Depuis des semaines je me promets d’écrire. De redonner
des couleurs au blog au milieu de cet apparent relâchement. De vivre cet
instant de cinéma qui rendra irrésistible cette envie de noircir quelques
lignes. J’en ai vu passer quelques-uns, de ces films ayant su me séduire,
certains même jusqu’à avoir leurs chances de figurer dans mon Top 10 de fin
d’année sur lequel je me pencherai bientôt. Mais j’ai laissé passer le moment,
et la page est restée blanche.
Et voilà que je me suis retrouvé assis au Lincoln, à
quelques enjambées des Champs-Élysées, avec une toute petite poignée de
spectateurs qui se sont tenus bien loin de mon 5ème rang fétiche
(tant mieux). A la caisse devant moi, un couple n’arrivant pas à se décider sur
le film à voir, demandant les différents horaires au caissier, et lui demandant
même de quoi parlaient les films et lequel serait le meilleur à voir. Et
pendant ce temps, moi, je trépignais de pouvoir prendre ma place pour le film
que je m’étais choisi en amont. Ah, ces spectateurs qui se pointent au cinéma sans
savoir quoi voir ni même ce que sont les films proposés…

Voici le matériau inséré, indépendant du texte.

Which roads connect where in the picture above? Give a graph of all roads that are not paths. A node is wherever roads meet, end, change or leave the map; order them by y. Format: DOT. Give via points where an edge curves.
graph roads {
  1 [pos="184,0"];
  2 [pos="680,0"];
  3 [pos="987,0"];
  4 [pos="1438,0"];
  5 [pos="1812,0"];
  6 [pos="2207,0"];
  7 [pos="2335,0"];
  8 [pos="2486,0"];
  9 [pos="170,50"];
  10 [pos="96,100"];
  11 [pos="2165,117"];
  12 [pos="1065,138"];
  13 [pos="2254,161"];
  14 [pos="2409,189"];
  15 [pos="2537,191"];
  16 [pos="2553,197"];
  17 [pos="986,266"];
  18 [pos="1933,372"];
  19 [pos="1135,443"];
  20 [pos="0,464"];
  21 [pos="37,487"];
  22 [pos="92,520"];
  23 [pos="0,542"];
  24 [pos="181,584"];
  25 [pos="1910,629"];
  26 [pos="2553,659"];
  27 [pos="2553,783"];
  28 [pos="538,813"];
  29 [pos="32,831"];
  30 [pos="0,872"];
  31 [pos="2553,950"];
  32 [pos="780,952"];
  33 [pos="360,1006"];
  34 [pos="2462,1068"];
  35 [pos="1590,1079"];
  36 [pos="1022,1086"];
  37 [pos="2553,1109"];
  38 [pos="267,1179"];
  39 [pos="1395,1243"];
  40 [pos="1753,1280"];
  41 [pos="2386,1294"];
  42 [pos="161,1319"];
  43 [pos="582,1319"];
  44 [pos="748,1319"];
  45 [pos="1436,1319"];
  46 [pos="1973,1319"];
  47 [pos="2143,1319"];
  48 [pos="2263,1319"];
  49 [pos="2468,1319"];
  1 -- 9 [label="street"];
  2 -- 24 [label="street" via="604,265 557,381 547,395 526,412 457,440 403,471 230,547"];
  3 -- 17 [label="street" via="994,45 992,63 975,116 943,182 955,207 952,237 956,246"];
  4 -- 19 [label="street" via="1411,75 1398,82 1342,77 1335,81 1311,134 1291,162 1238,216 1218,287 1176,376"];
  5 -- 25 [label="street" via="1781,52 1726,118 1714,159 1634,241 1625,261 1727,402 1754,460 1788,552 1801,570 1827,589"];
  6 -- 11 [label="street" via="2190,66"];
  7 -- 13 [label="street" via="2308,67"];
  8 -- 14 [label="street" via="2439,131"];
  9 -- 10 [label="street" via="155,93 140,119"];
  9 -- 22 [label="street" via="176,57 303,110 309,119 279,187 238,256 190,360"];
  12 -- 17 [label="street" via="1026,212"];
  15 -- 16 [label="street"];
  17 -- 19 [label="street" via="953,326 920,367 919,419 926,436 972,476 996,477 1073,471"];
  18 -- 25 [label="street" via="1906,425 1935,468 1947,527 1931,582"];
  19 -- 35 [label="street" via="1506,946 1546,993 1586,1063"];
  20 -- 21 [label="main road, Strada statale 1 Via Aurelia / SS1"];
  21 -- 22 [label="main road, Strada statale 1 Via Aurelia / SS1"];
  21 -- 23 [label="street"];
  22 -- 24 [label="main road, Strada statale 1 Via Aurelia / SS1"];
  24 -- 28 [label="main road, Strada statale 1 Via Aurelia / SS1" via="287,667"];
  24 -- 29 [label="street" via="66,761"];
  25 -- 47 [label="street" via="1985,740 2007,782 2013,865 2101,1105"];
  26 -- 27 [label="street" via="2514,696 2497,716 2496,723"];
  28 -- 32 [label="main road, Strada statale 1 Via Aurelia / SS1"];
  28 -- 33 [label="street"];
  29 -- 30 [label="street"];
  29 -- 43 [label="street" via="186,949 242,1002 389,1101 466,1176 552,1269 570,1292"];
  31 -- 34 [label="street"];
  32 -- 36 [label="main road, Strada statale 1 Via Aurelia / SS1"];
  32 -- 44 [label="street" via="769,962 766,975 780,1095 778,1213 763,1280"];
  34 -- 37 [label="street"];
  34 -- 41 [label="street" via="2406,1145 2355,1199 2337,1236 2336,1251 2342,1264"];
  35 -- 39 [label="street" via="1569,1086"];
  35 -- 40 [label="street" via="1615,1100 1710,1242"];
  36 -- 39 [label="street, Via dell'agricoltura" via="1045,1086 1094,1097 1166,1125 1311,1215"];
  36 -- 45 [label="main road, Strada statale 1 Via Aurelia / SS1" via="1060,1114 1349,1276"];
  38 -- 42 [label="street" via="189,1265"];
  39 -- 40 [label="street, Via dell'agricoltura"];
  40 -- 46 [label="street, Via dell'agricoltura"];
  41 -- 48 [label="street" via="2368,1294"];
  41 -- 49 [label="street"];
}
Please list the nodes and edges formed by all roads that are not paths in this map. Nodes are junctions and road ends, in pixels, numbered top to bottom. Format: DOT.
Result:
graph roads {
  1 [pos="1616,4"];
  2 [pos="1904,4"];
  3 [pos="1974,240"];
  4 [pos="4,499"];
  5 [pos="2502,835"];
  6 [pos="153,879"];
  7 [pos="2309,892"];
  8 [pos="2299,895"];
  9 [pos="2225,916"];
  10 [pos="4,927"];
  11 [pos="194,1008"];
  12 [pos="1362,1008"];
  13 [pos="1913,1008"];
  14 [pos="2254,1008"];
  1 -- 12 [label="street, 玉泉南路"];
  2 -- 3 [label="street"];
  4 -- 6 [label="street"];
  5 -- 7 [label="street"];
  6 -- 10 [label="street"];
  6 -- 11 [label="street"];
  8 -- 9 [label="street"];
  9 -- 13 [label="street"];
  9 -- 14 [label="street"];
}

Après qu’ils aient enfin choisi d’aller voir le délicieux
« The Lunchbox » 30 minutes plus tard, j’ai pu prendre ma place et
descendre l’escalier du Lincoln pour aller me poser devant « Rêves
d’Or ». « La Jaula de Oro » en VO, pour ce film sud-américain de
Diego Quemada-Diez, remarqué et récompensé en mai dernier au Festival de
Cannes, et ayant acquis depuis une solide réputation sur le circuit
festivalier.
C’est la réputation du film, et ses critiques élogieuses,
qui m’ont attiré, plus que le sujet lui-même qu’il me semblait avoir déjà vu
traité plusieurs fois au cinéma ces dernières années. Un road-movie de migrants
latino-américains traversant le Mexique dans l’espoir de franchir la frontière
avec les États-Unis et s’offrir un nouveau départ au pays des Yankees. Ici, les
rêveurs sont adolescents. Ils ont tout laissé derrière eux, au Guatemala, pour
toucher du doigt leur rêve nord-américain.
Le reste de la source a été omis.